▶ **Your task**: Write down the listing again exactly as it appears below, without its pictures.

▶ **Data for the task**:
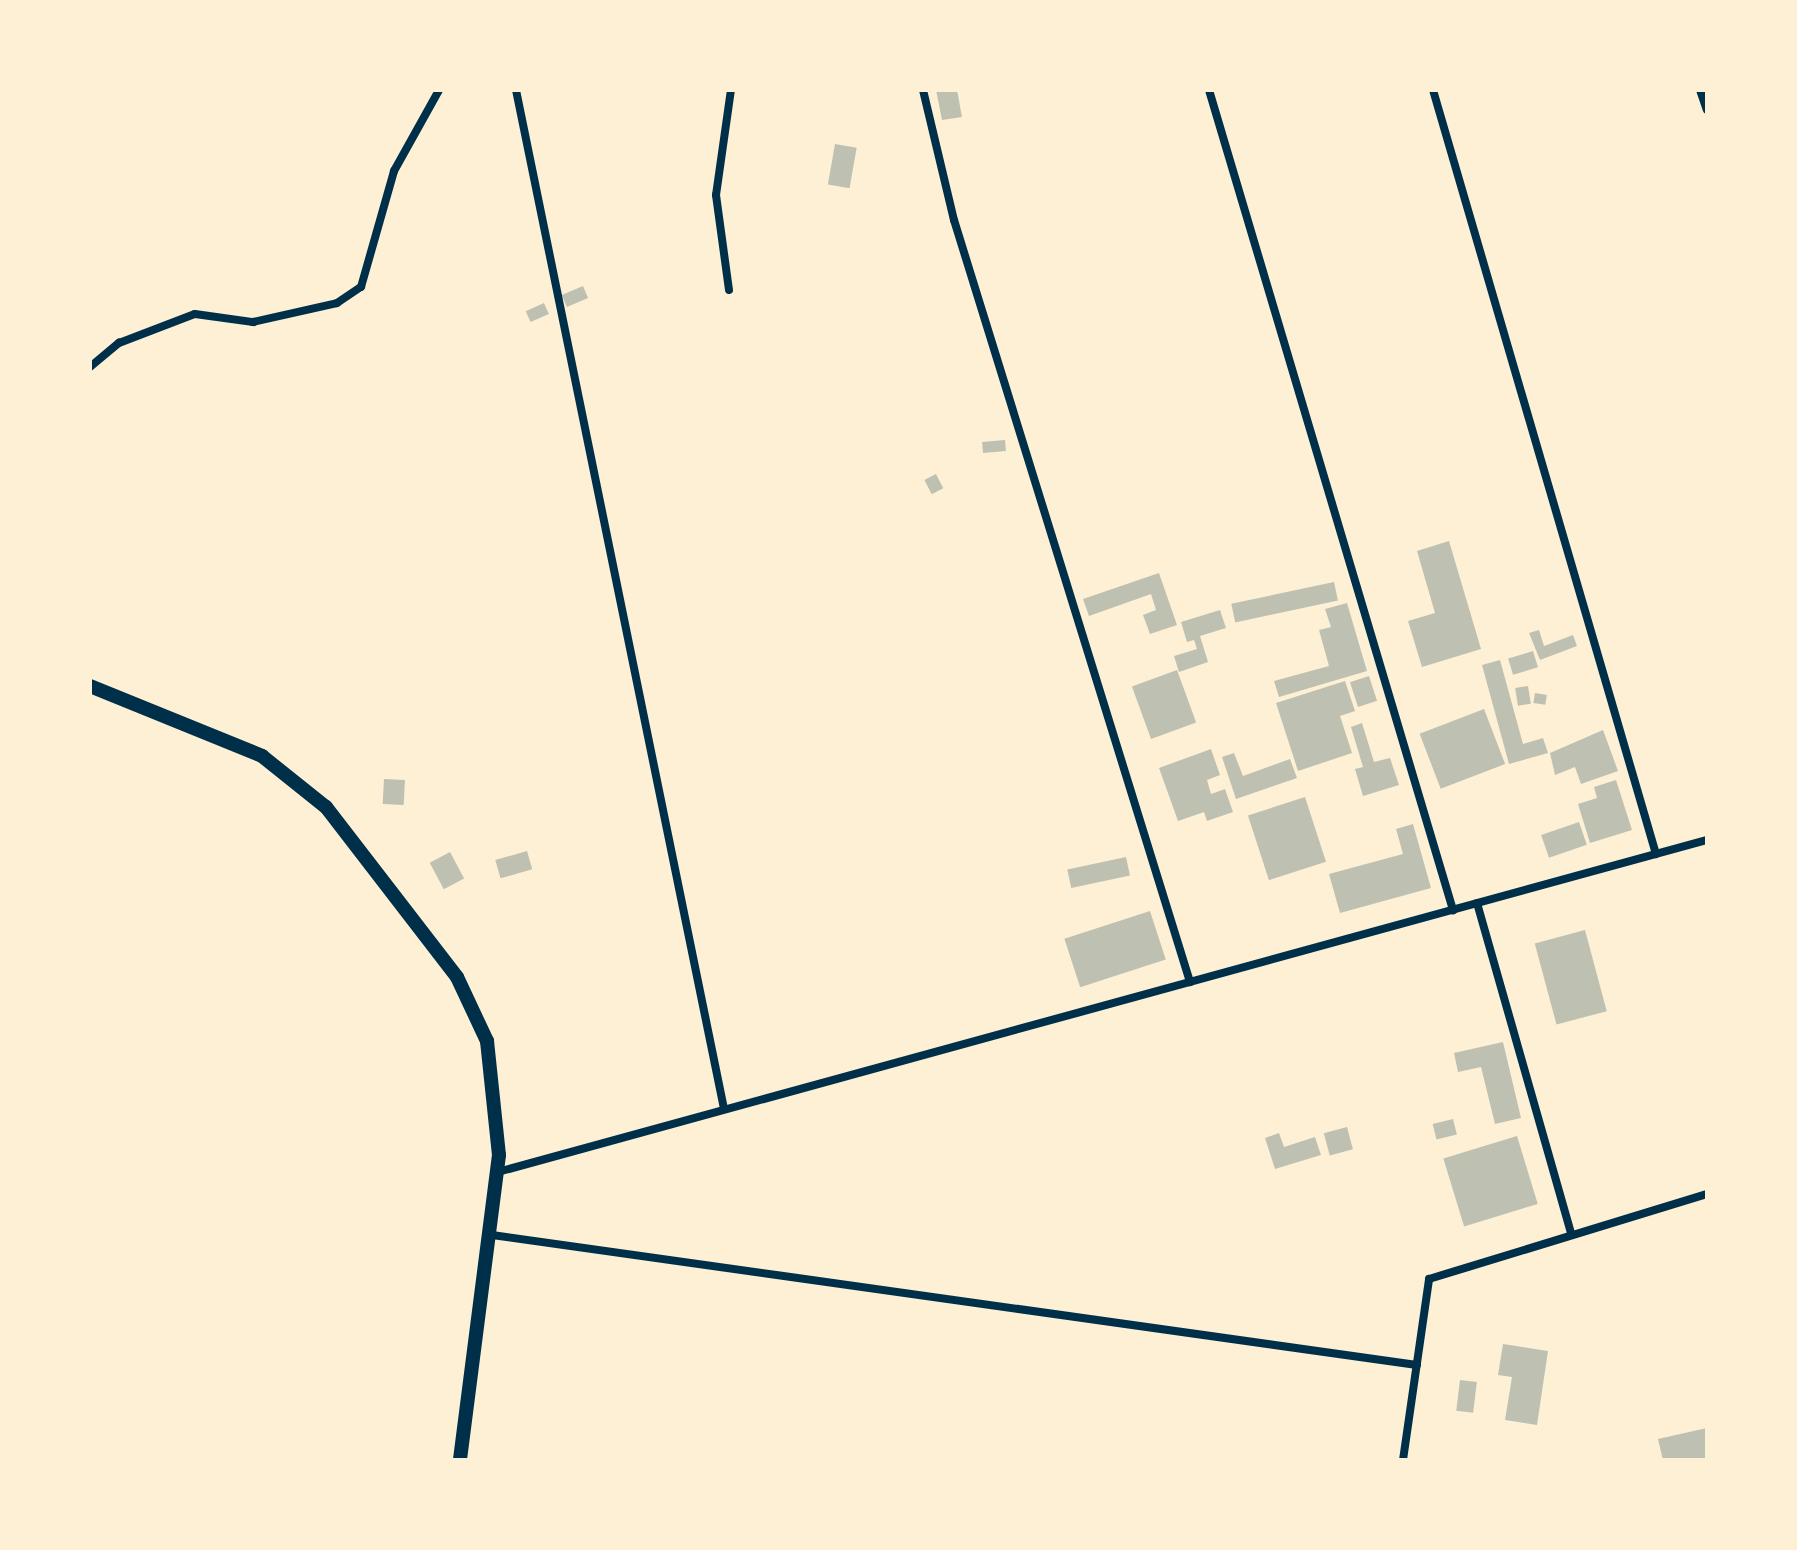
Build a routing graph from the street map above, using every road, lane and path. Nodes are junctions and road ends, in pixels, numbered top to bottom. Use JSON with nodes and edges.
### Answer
{"nodes":[{"id":1,"x":439,"y":90,"type":"edge"},
{"id":2,"x":516,"y":90,"type":"edge"},
{"id":3,"x":731,"y":90,"type":"edge"},
{"id":4,"x":923,"y":90,"type":"edge"},
{"id":5,"x":1209,"y":90,"type":"edge"},
{"id":6,"x":1433,"y":90,"type":"edge"},
{"id":7,"x":1700,"y":90,"type":"edge"},
{"id":8,"x":1707,"y":110,"type":"edge"},
{"id":9,"x":729,"y":290,"type":"dead end"},
{"id":10,"x":90,"y":367,"type":"edge"},
{"id":11,"x":90,"y":686,"type":"edge"},
{"id":12,"x":1707,"y":840,"type":"edge"},
{"id":13,"x":1656,"y":854,"type":"junction"},
{"id":14,"x":1477,"y":903,"type":"junction"},
{"id":15,"x":1453,"y":910,"type":"junction"},
{"id":16,"x":1190,"y":982,"type":"junction"},
{"id":17,"x":724,"y":1109,"type":"junction"},
{"id":18,"x":498,"y":1172,"type":"junction"},
{"id":19,"x":1707,"y":1194,"type":"edge"},
{"id":20,"x":1571,"y":1234,"type":"junction"},
{"id":21,"x":492,"y":1235,"type":"junction"},
{"id":22,"x":1417,"y":1365,"type":"junction"},
{"id":23,"x":460,"y":1460,"type":"edge"},
{"id":24,"x":1403,"y":1460,"type":"edge"}],
"edges":[{"from":1,"to":10,"type":"street"},
{"from":2,"to":17,"type":"street"},
{"from":3,"to":9,"type":"street"},
{"from":4,"to":16,"type":"street"},
{"from":5,"to":15,"type":"street"},
{"from":6,"to":13,"type":"street"},
{"from":7,"to":8,"type":"street"},
{"from":11,"to":18,"type":"street"},
{"from":12,"to":13,"type":"street"},
{"from":13,"to":14,"type":"street"},
{"from":14,"to":15,"type":"street"},
{"from":14,"to":20,"type":"street"},
{"from":15,"to":16,"type":"street"},
{"from":16,"to":17,"type":"street"},
{"from":17,"to":18,"type":"street"},
{"from":18,"to":21,"type":"street"},
{"from":19,"to":20,"type":"street"},
{"from":20,"to":22,"type":"street"},
{"from":21,"to":22,"type":"street"},
{"from":21,"to":23,"type":"street"},
{"from":22,"to":24,"type":"street"}]}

▶ **Output for this exercise**:
Build a routing graph from the street map above, using every road, lane and path. Nodes are junctions and road ends, in pixels, numbered top to bottom. Use JSON with nodes and edges.
### Answer
{"nodes":[{"id":1,"x":439,"y":90,"type":"edge"},
{"id":2,"x":516,"y":90,"type":"edge"},
{"id":3,"x":731,"y":90,"type":"edge"},
{"id":4,"x":923,"y":90,"type":"edge"},
{"id":5,"x":1209,"y":90,"type":"edge"},
{"id":6,"x":1433,"y":90,"type":"edge"},
{"id":7,"x":1700,"y":90,"type":"edge"},
{"id":8,"x":1707,"y":110,"type":"edge"},
{"id":9,"x":729,"y":290,"type":"dead end"},
{"id":10,"x":90,"y":367,"type":"edge"},
{"id":11,"x":90,"y":686,"type":"edge"},
{"id":12,"x":1707,"y":840,"type":"edge"},
{"id":13,"x":1656,"y":854,"type":"junction"},
{"id":14,"x":1477,"y":903,"type":"junction"},
{"id":15,"x":1453,"y":910,"type":"junction"},
{"id":16,"x":1190,"y":982,"type":"junction"},
{"id":17,"x":724,"y":1109,"type":"junction"},
{"id":18,"x":498,"y":1172,"type":"junction"},
{"id":19,"x":1707,"y":1194,"type":"edge"},
{"id":20,"x":1571,"y":1234,"type":"junction"},
{"id":21,"x":492,"y":1235,"type":"junction"},
{"id":22,"x":1417,"y":1365,"type":"junction"},
{"id":23,"x":460,"y":1460,"type":"edge"},
{"id":24,"x":1403,"y":1460,"type":"edge"}],
"edges":[{"from":1,"to":10,"type":"street"},
{"from":2,"to":17,"type":"street"},
{"from":3,"to":9,"type":"street"},
{"from":4,"to":16,"type":"street"},
{"from":5,"to":15,"type":"street"},
{"from":6,"to":13,"type":"street"},
{"from":7,"to":8,"type":"street"},
{"from":11,"to":18,"type":"street"},
{"from":12,"to":13,"type":"street"},
{"from":13,"to":14,"type":"street"},
{"from":14,"to":15,"type":"street"},
{"from":14,"to":20,"type":"street"},
{"from":15,"to":16,"type":"street"},
{"from":16,"to":17,"type":"street"},
{"from":17,"to":18,"type":"street"},
{"from":18,"to":21,"type":"street"},
{"from":19,"to":20,"type":"street"},
{"from":20,"to":22,"type":"street"},
{"from":21,"to":22,"type":"street"},
{"from":21,"to":23,"type":"street"},
{"from":22,"to":24,"type":"street"}]}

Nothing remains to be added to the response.